··· Input ···
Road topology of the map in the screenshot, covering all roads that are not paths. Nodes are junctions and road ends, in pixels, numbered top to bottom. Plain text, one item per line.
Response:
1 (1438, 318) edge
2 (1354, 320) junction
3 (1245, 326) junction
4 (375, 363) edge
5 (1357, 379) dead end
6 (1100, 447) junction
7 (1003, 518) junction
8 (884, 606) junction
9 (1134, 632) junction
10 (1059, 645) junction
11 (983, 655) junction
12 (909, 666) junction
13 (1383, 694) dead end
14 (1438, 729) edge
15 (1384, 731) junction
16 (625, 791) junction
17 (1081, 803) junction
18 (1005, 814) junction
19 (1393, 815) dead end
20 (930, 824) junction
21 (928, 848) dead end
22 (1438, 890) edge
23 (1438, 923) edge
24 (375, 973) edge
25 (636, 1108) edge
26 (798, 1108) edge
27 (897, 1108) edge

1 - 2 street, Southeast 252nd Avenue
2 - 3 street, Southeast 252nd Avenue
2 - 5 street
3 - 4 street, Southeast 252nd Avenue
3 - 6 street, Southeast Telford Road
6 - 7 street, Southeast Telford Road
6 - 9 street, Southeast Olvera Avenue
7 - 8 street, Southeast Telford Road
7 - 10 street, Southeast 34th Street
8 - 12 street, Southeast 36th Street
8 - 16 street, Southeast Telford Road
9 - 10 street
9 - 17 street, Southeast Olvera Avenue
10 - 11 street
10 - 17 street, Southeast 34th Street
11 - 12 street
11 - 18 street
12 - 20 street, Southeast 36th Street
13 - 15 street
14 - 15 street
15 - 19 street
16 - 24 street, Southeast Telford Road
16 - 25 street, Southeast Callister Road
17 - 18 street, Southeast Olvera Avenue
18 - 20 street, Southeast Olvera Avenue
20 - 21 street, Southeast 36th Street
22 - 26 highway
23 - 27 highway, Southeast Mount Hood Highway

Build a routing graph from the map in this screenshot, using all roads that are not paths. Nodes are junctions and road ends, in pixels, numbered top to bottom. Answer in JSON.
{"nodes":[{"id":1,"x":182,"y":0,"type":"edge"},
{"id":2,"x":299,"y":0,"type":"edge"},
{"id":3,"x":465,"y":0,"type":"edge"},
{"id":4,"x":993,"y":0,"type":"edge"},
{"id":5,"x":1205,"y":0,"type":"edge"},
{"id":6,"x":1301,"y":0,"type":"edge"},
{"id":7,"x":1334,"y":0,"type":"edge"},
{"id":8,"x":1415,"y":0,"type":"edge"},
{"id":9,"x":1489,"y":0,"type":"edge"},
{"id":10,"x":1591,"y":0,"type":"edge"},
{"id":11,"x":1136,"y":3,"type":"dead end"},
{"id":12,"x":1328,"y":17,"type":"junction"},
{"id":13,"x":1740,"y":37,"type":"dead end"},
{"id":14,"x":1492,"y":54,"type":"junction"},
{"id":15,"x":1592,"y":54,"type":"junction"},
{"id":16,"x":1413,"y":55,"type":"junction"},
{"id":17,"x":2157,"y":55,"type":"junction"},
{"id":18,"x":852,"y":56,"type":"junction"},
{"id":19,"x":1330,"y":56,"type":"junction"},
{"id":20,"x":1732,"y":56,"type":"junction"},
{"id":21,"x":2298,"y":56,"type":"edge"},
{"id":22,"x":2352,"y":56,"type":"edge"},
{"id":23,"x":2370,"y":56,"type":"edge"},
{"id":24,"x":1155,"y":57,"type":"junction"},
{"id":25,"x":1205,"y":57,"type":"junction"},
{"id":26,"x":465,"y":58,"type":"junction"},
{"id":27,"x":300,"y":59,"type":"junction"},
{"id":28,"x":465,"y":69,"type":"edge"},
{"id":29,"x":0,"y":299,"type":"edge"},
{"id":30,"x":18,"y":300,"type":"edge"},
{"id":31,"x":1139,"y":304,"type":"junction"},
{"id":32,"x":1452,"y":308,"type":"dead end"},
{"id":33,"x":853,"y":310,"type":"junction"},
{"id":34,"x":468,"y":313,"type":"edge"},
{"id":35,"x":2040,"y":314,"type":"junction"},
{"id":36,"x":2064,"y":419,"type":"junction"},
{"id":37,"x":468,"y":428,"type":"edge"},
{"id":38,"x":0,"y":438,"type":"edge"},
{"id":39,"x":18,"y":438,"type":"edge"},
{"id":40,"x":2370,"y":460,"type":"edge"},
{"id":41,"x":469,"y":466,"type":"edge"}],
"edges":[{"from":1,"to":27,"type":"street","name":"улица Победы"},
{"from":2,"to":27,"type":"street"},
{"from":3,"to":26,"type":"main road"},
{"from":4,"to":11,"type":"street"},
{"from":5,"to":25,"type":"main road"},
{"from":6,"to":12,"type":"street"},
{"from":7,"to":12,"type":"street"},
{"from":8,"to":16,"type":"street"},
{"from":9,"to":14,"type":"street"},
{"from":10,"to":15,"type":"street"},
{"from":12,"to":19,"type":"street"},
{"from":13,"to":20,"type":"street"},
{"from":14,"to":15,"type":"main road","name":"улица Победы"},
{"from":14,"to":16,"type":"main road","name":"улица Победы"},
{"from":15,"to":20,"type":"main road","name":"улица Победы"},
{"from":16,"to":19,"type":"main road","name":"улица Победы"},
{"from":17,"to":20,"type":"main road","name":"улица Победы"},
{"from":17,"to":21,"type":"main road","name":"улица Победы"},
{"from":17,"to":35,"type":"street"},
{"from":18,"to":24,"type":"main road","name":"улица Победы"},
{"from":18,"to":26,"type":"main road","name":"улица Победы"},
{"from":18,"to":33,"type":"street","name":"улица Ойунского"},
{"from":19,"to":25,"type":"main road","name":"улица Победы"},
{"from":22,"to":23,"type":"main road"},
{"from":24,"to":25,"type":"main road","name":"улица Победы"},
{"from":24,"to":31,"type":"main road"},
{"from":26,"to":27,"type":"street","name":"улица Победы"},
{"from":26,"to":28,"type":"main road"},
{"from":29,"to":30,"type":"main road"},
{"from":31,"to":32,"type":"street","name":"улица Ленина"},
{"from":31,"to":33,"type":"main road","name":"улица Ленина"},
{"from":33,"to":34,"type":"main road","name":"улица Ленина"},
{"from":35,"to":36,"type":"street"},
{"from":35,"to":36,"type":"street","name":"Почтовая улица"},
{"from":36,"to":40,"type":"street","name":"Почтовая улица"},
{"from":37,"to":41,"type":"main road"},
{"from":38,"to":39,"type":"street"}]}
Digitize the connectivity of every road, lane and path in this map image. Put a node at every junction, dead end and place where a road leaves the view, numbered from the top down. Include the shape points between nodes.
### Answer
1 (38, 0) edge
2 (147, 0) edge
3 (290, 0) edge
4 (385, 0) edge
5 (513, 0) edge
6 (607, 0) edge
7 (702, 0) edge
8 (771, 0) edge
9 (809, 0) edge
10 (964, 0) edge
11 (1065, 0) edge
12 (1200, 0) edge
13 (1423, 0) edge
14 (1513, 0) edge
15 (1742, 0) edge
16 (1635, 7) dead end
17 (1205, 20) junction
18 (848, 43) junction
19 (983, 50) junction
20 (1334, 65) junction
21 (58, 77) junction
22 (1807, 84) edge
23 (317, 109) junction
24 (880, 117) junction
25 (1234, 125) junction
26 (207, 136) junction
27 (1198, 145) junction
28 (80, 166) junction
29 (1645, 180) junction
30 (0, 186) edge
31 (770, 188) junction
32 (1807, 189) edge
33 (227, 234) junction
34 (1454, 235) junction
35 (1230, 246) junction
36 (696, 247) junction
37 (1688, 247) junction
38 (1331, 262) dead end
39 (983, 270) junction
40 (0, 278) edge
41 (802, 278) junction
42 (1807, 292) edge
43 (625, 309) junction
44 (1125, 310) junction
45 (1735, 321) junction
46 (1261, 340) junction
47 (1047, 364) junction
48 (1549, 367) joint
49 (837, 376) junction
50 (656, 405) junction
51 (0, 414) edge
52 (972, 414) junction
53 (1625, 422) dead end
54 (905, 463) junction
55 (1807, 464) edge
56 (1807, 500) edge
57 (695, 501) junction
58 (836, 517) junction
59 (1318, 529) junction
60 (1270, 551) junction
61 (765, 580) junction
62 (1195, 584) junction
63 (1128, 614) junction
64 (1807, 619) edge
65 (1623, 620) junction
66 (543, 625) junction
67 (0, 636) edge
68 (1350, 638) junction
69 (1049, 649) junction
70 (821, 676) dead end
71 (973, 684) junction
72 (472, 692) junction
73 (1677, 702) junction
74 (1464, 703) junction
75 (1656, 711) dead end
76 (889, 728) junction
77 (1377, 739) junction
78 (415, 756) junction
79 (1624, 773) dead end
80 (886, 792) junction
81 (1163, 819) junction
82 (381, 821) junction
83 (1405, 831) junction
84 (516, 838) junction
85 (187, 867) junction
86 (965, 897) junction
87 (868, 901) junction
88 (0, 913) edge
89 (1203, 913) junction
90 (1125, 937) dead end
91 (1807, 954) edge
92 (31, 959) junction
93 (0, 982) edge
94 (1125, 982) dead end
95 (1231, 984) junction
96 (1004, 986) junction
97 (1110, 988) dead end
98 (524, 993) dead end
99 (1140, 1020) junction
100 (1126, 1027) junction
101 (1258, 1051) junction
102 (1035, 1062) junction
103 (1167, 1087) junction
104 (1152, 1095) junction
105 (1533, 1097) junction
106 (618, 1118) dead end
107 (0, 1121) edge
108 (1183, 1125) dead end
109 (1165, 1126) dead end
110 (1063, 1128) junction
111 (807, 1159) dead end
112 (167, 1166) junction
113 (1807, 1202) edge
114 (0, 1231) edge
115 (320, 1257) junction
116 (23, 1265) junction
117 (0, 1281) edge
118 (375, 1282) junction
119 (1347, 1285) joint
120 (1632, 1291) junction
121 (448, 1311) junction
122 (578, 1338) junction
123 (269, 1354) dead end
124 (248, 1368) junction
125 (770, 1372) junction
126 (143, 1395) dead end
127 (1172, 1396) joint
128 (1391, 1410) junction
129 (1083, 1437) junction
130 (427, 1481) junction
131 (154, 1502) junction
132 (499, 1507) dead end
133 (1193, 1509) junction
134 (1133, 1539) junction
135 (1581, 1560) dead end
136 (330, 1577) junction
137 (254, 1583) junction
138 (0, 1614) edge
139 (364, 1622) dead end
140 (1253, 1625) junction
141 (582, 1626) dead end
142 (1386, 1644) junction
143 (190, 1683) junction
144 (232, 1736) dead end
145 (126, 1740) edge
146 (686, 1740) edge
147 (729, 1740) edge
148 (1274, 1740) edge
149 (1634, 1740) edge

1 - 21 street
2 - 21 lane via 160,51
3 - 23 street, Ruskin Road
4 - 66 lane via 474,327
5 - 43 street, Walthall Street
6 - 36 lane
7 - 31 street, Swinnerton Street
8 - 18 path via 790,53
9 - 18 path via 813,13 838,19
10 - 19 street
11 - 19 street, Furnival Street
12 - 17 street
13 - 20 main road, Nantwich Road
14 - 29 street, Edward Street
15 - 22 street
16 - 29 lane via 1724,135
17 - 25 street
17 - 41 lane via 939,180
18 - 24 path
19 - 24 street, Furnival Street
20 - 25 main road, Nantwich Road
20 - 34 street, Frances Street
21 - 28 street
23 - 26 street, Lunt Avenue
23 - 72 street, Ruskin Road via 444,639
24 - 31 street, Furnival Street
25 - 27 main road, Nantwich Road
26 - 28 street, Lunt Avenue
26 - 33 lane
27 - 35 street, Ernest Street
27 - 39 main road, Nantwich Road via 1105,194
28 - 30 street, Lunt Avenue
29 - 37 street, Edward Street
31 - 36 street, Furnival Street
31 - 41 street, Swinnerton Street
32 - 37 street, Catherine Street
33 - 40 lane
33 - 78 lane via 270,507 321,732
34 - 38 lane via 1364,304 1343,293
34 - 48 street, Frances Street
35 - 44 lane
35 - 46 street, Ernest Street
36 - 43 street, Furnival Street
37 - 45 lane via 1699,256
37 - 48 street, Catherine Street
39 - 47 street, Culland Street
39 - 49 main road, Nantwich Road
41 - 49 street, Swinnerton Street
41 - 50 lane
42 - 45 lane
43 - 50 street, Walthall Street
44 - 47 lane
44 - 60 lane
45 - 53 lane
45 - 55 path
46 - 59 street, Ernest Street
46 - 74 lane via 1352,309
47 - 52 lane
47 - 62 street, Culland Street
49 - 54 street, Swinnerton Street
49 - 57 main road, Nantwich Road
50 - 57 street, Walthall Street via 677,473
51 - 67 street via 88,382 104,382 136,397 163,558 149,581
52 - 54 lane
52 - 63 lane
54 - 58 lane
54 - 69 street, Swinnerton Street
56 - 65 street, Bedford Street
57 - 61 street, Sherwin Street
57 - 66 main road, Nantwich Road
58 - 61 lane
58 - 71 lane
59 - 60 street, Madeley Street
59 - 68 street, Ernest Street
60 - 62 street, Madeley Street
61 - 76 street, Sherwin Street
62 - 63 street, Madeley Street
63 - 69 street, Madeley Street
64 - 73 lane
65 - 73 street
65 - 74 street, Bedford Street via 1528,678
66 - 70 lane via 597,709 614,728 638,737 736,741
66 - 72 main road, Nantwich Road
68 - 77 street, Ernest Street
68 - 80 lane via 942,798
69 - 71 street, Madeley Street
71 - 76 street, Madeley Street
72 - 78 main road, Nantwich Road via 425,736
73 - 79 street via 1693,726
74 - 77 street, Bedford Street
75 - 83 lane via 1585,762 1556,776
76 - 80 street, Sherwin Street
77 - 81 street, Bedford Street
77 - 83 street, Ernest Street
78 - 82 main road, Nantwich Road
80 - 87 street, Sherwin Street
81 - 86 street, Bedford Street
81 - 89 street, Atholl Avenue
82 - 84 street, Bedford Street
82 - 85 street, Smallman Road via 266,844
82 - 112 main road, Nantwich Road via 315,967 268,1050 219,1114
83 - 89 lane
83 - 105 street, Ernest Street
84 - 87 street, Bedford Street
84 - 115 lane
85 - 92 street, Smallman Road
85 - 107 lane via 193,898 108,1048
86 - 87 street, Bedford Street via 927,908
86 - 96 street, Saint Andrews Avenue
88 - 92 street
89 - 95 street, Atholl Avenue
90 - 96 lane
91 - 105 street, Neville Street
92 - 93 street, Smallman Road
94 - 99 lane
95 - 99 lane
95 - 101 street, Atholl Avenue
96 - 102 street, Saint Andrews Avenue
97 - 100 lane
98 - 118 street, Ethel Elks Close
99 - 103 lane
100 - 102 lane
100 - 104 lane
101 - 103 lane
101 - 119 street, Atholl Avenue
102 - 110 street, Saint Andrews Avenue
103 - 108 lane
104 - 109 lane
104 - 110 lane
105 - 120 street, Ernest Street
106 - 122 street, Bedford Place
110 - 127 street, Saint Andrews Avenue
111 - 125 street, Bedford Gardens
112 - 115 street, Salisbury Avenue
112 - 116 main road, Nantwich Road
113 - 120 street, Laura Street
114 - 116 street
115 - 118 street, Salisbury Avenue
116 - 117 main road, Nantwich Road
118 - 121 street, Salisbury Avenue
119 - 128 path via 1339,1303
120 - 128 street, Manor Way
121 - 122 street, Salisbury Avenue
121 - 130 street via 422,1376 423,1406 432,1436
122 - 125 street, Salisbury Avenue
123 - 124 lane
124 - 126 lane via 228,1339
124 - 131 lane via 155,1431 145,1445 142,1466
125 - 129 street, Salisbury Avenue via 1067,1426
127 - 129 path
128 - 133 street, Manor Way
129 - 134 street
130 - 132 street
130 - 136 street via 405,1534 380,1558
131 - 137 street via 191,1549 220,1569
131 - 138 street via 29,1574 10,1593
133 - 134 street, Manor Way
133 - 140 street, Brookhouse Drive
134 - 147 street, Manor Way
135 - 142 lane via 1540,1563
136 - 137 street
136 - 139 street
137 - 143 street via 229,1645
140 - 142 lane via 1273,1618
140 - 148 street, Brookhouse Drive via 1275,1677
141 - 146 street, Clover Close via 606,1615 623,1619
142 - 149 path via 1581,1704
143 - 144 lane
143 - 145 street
···
Scan the records for the word "Culland", and copy each line where it is found.

▶ **Output**
39 - 47 street, Culland Street
47 - 62 street, Culland Street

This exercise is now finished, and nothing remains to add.